The team trained staff members at the selected clinics to deliver that package, and it included three elements in addition to the medication. First, help with work or school such as assistance in deciding which classes or opportunities are most appropriate, given a person’s symptoms. Second, education for family members to increase their understanding of the disorder. And finally, one-on-one talk therapy in which the person with the diagnosis learns tools to build social relationships, reduce substance use and help manage the symptoms, which include mood problems as well as hallucinations and delusions.

For example, some patients can learn to defuse the voices in their head — depending on the severity of the episode — by ignoring them or talking back. The team recruited 404 people with first-episode psychosis, mostly diagnosed in their late teens or 20s. About half got the combined approach and half received treatment as usual. Clinicians monitored both groups using standardized checklists that rate symptom severity and quality of life, like whether a person is working, and how well he or she is getting along with family members.
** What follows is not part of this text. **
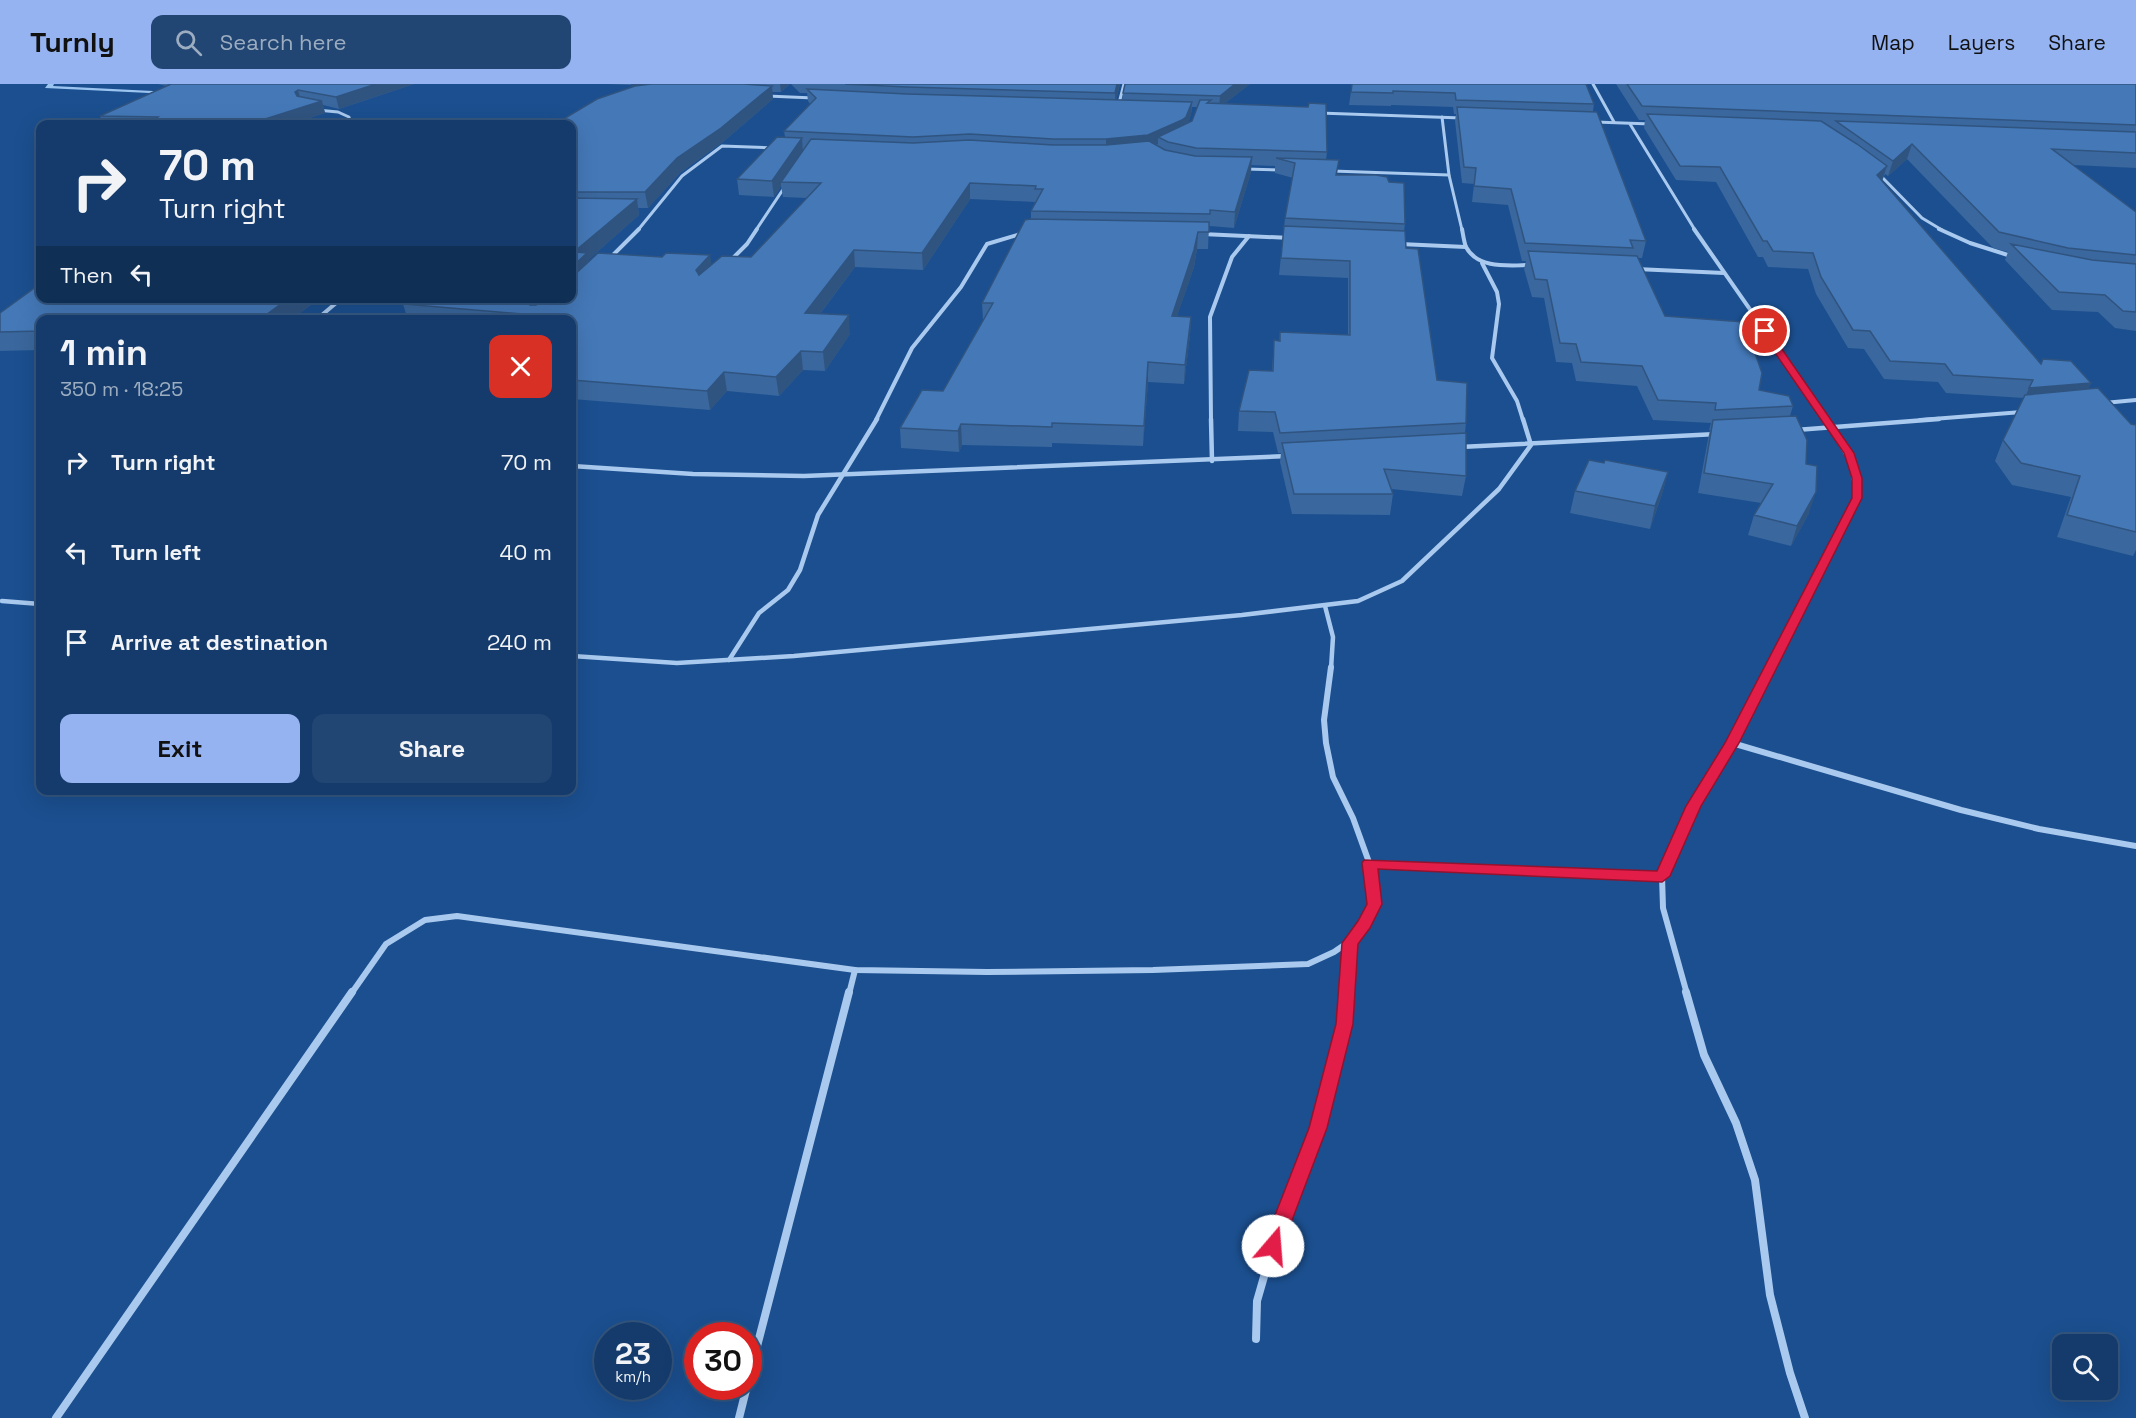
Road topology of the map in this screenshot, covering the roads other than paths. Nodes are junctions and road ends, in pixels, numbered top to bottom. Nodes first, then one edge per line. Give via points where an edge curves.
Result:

The group that started on the combined treatment scored, on average, more poorly on both measures at the beginning of the trial. Over two years, both groups showed steady improvement. But by the end, those who had been in the combined program had more symptom relief, and were functioning better as well. They had also been on drug doses that were 20 percent to 50 percent lower, Dr. Kane said.

“One way to think about it is, if you look at the people who did the best — those we caught earliest after their first episode — their improvement by the end was easily noticeable by friends and family,” Dr. Kane said. The gains for those in typical treatment were apparent to doctors, but much less obvious.

Dr. Kenneth Duckworth, medical director for the National Alliance on Mental Illness, an advocacy group, called the findings “a game-changer for the field” in the way it combines multiple, individualized therapies, suited to the stage of the psychosis.

The study, begun in 2009, almost collapsed under the weight of its ambition. The original proposal called for two parallel trials, each including hundreds of first-episode patients. But recruiting was so slow for one of the trials that it was abandoned, said Dr. Heinssen.

“It’s been a long haul,” Dr. Heinssen added, “but it’s worth noting that it usually takes about 17 years for a new discovery to make it into clinical practice; or that’s the number people throw around. But this process only took seven years.